Can a massive dose of data actually make you better? It is a question that more and more healthcare providers are answering in the affirmative, although sometimes cautiously. Today, more than half the nation’s healthcare providers are using Big Data in one form or another, and even more are expected to follow.
But for anyone raised to understand the importance of accuracy and precision in so many areas of human activity, there is something about the concept of Big Data that seems deeply unsatisfactory. After all, how is Big Data really any different than noise? The influx of data doesn’t always translate to relevant or useful information.

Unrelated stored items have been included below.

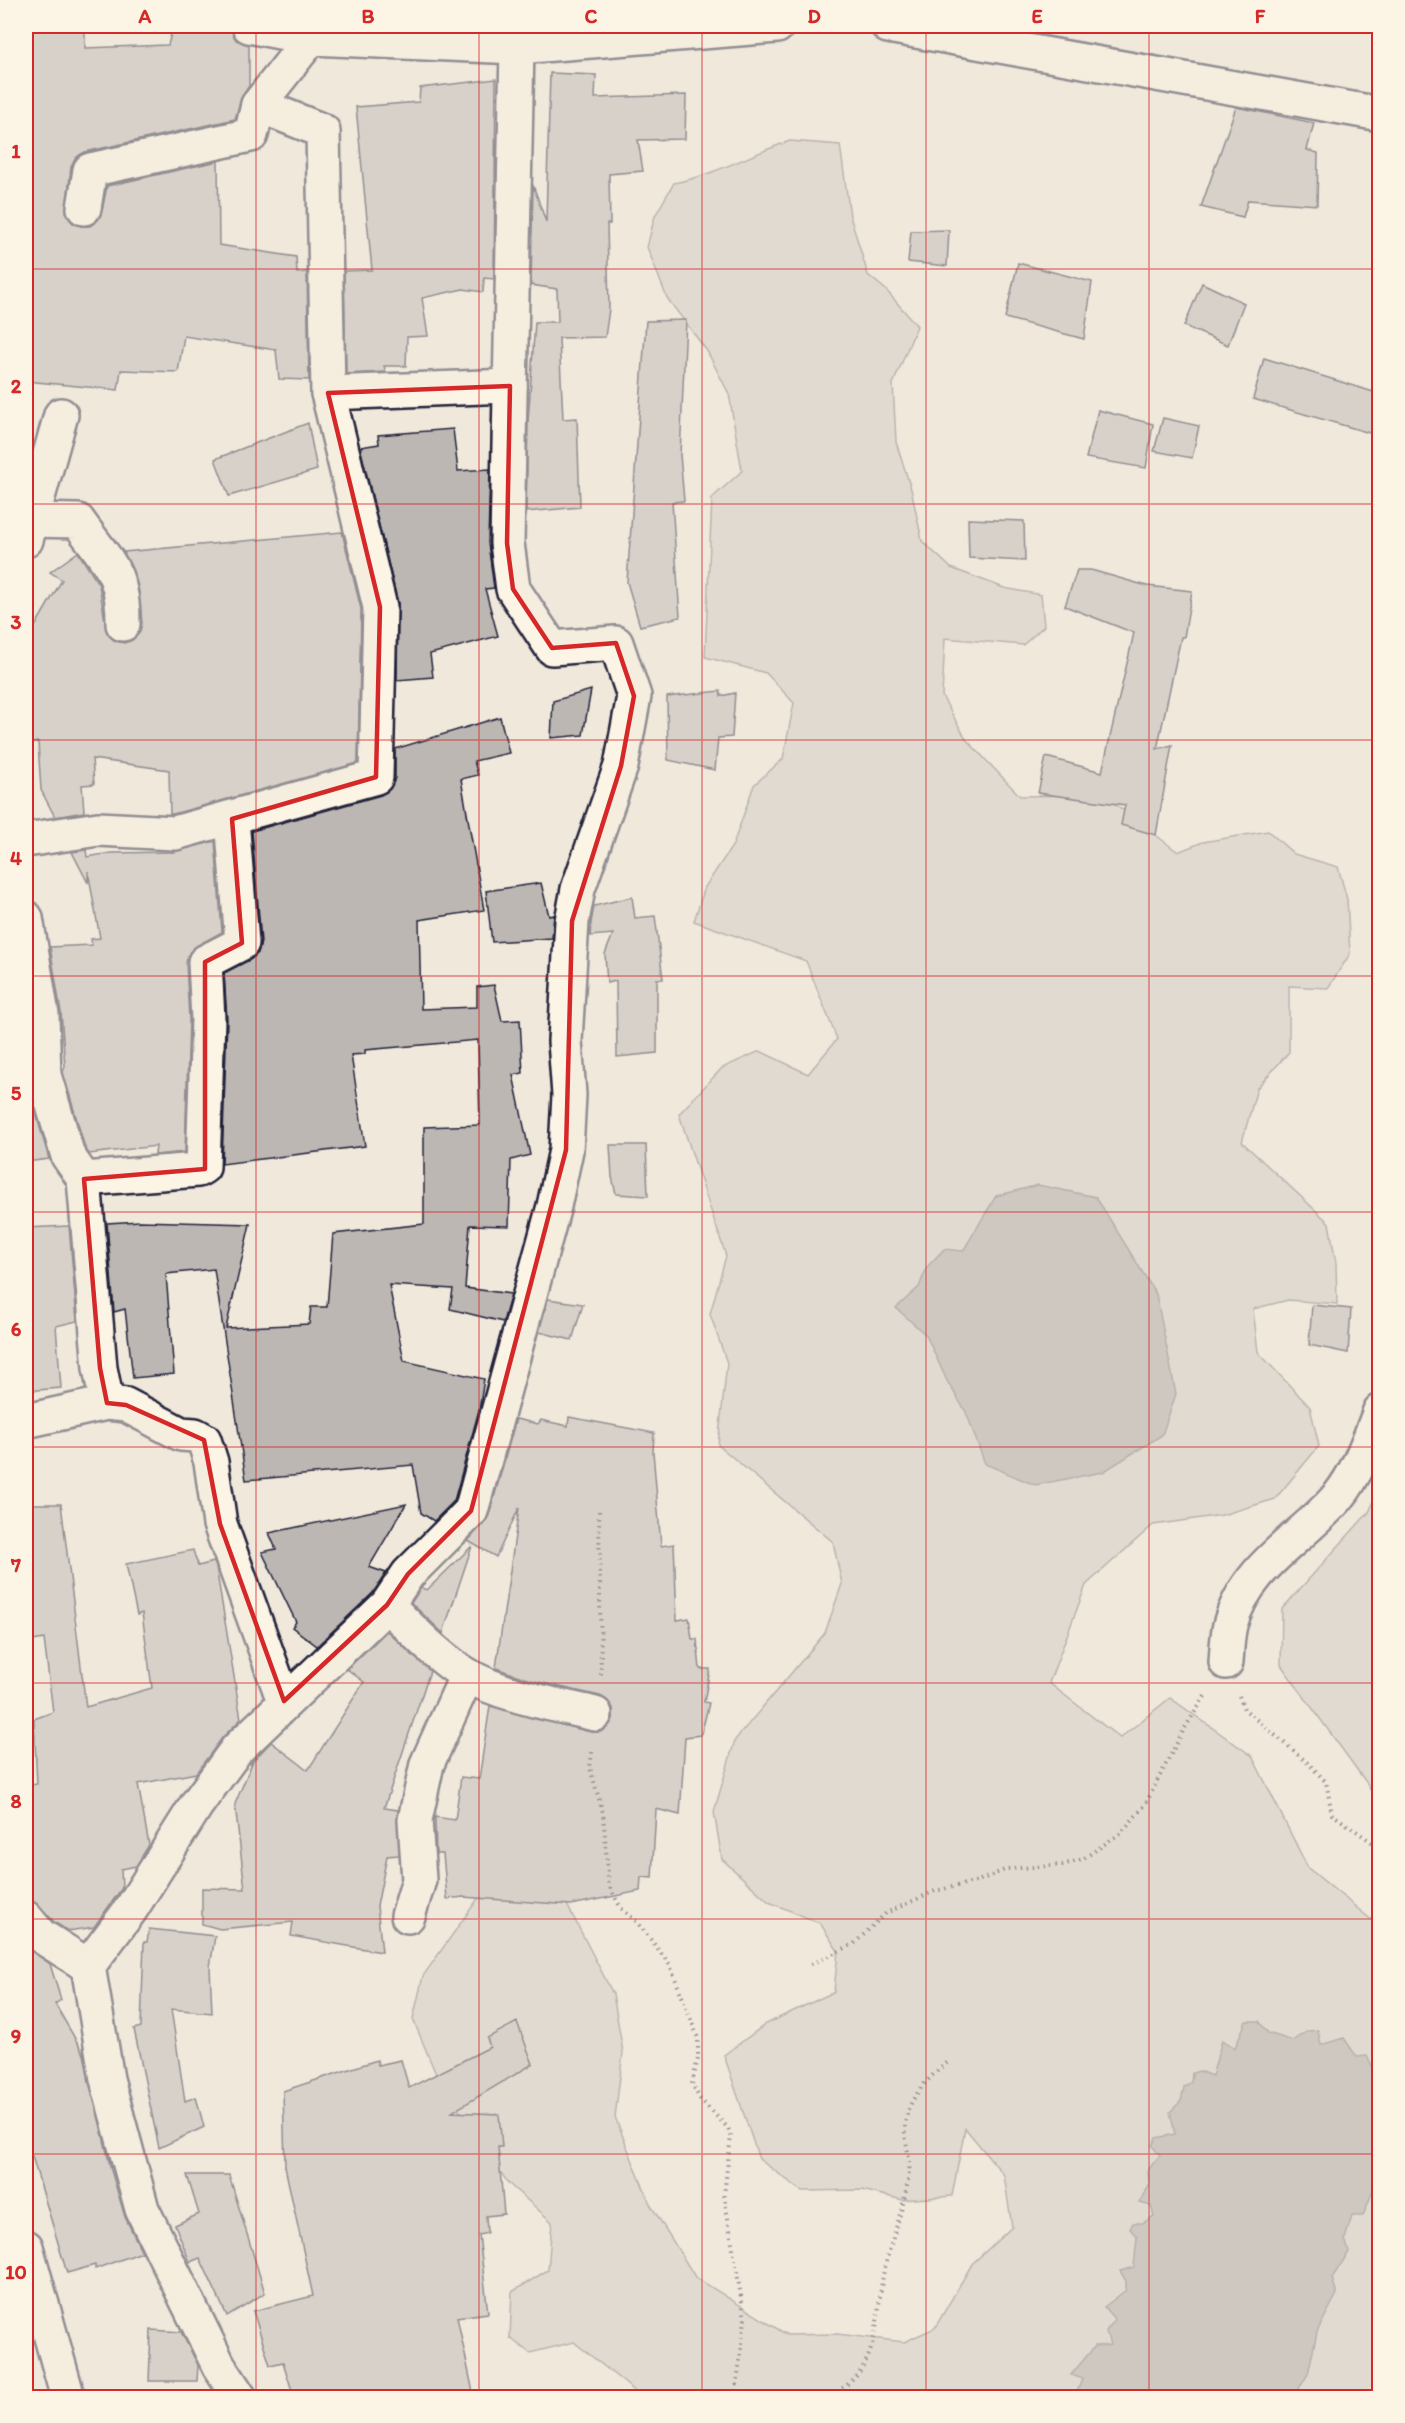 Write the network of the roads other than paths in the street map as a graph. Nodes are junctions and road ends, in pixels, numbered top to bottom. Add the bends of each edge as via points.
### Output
1 (249, 26) edge
2 (777, 26) edge
3 (888, 26) edge
4 (306, 32) edge
5 (517, 47) junction
6 (258, 105) junction
7 (1380, 114) edge
8 (84, 208) dead end
9 (510, 386) junction
10 (328, 393) junction
11 (61, 415) dead end
12 (28, 531) edge
13 (123, 624) dead end
14 (232, 819) junction
15 (26, 840) edge
16 (26, 918) edge
17 (84, 1179) junction
18 (107, 1403) junction
19 (1380, 1411) edge
20 (26, 1420) edge
21 (387, 1605) junction
22 (1226, 1662) road end
23 (467, 1675) junction
24 (284, 1701) junction
25 (595, 1714) road end
26 (408, 1916) dead end
27 (26, 1918) edge
28 (88, 1966) junction
29 (26, 2247) edge
30 (68, 2397) edge
31 (240, 2397) edge

1 - 4 street
2 - 5 street
3 - 7 street
4 - 5 street
4 - 6 street
5 - 9 street
6 - 8 street via 251,135 90,170
6 - 10 street via 323,131
9 - 10 street
9 - 21 street via 507,543 513,589 552,648 616,643 634,696 621,765 578,889 572,921 566,1019 566,1150 483,1473 471,1511 408,1574
10 - 14 street via 380,607 376,777
11 - 12 street
12 - 13 street via 78,521 112,564 119,580
14 - 15 street via 175,833 98,829
14 - 17 street via 242,943 205,962 203,1167
16 - 17 street via 42,1015 44,1075 68,1156
17 - 18 street via 99,1358
18 - 20 street
18 - 24 street via 126,1405 181,1434 204,1440 220,1524
19 - 22 street via 1366,1448 1338,1497 1246,1586 1230,1625
21 - 23 street via 433,1650
21 - 24 street
23 - 25 street via 498,1690
23 - 26 street via 428,1764 415,1820 419,1880
24 - 28 street via 237,1749 131,1909
27 - 28 street via 40,1936
28 - 31 street via 107,2079 142,2209 219,2366
29 - 30 street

The adoption of interconnected systems is causing the size of Big Data to constantly grow. Big Data in healthcare includes information from all types of sources including clinical health records, medical imaging, claims data, patient generated health data, public health data, data generated from academic studies, pharmaceutical data, and more. This makes it challenging to segregate and filter Big Data in forms where it can be digestible.
An estimated 80 percent of patient information remains unstructured making it more challenging to mine data. Taken in aggregate, that glut of information is both too large and too complex to be processed using traditional software applications. To combat this, innovative new forms of data processing, including some using artificial intelligence and machine learning, are being devised to make sense of it.
Yet there is more than enough already available in digital form to allow healthcare Big Data to be converted into clinically actionable information and, over time, to transform the entire industry. Until this year, the transformation of healthcare into a digital enterprise had been gradual and underway for the better part of a decade. Then, as COVID-19 peaked across the US, the need for remote and digital care delivery became a core tenant of healthcare.